Appellants' contention that the stipulation was made under a mutual mistake of fact and hence not binding is based upon the surveyor's finding that the Felder ranch does not contain 1,300 acres. But the record demonstrates that the exact acreage was unknown from the beginning. For example, there are many references describing the property as containing "approximately 1300 acres," "1285 acres, more or less," and other inexact references. The survey left some uncertainty, because it found 1252.25 acres within fence lines, and 1,227 acres by actual surveyor's measurements. An adjustment was therefore made between the two parcels. This was [247 Cal. App. 2d 724] described in the testimony taken prior to entry of the final judgment, and was carried into the judgment itself. Thus, respondent was awarded approximately 15 acres less than the 400 called for by the stipulation. Respondent has accepted this adjustment. Appellants, too, receive less than they thought they would get, not because of any error in the survey or uncertainty in the stipulation, but simply because the parties did not own as much land as they thought they owned. We deem the mistake immaterial, especially in view of the fact that a proportionate downward adjustment was made in the acreage allotted to each of the parties.

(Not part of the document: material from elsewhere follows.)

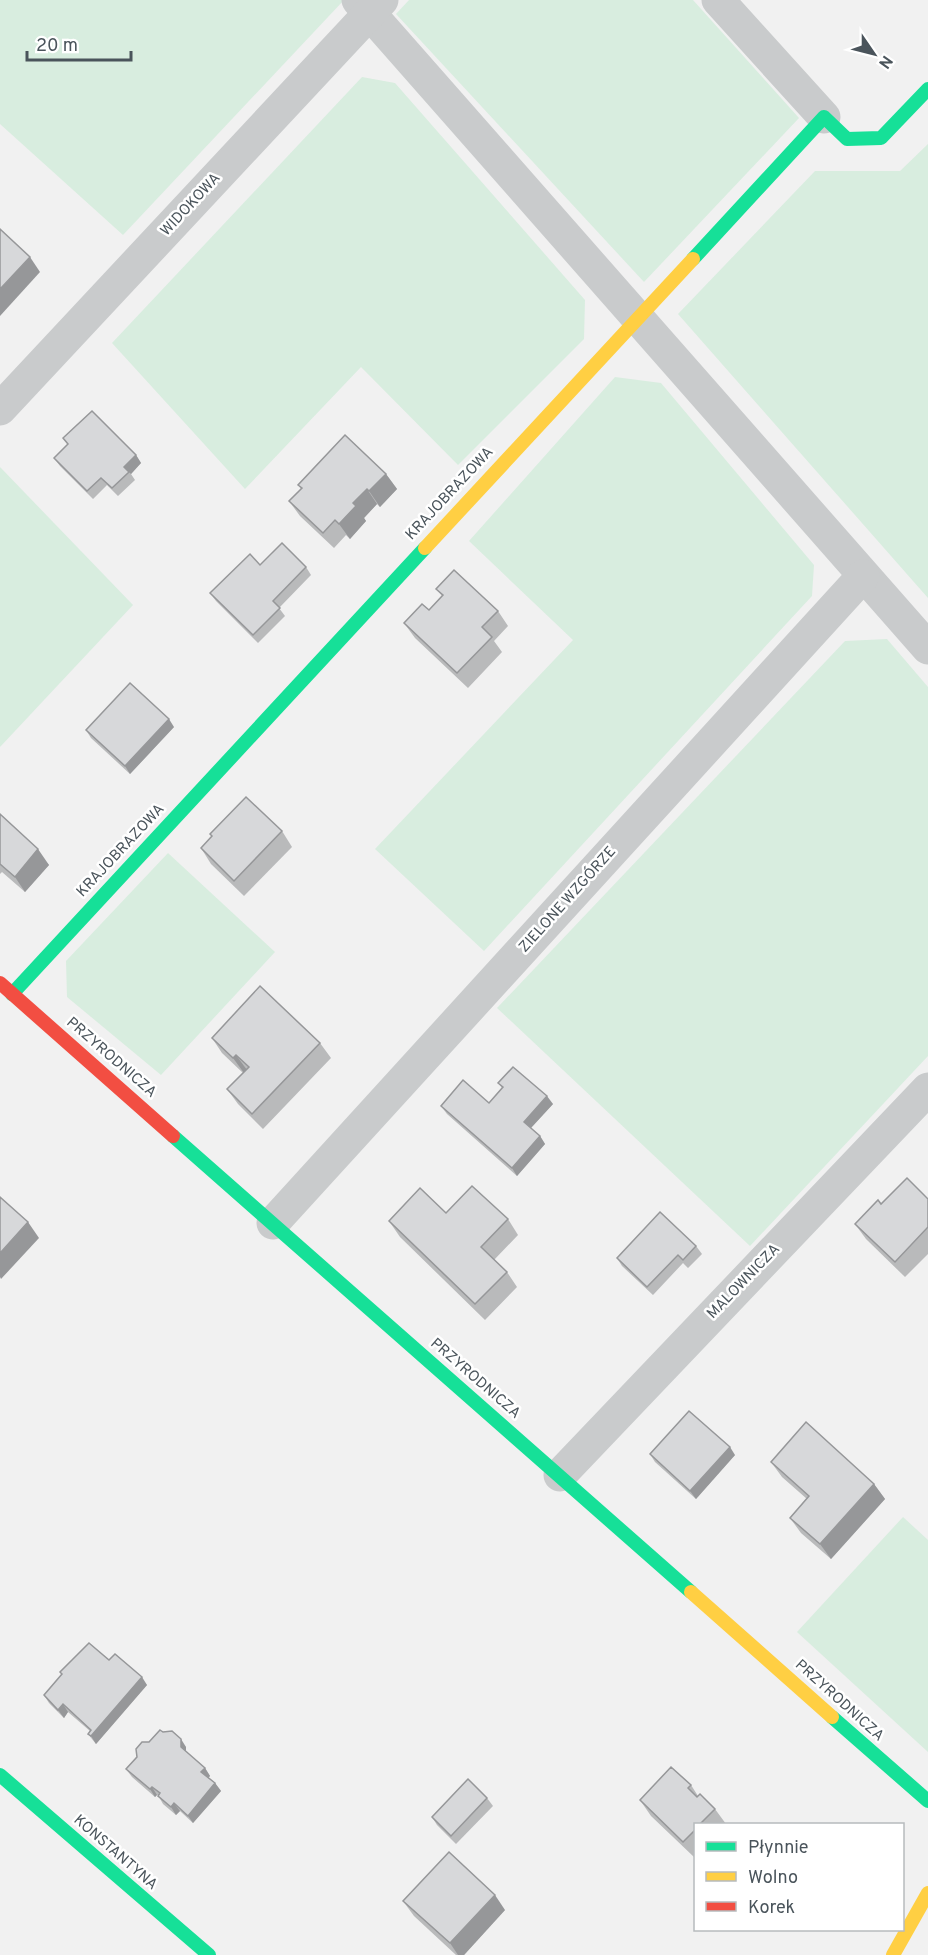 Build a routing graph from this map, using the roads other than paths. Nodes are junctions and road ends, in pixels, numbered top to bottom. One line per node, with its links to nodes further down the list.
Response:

[6] Finally, appellants urge that the partition is neither fair nor equitable. Whether a division of property between parties to an action in partition is fair and equitable is a question of fact. Here the trial court found that the division was fair and equitable. We must affirm that finding if there is any substantial evidence to support it. [7] There is such evidence. It is found in the testimony of an appraiser who said in effect that the division was fair and equitable because the two parcels represented approximately equal values. Moreover, the division followed the terms of the stipulation of the parties, save for the adjustment made necessary by the fact that the ranch did not contain as much land as the parties originally supposed.

The judgment is affirmed.

Draper, P.J., and Devine, J., fn. * concurred.

FN *. Assigned by the Chairman of the Judicial Council.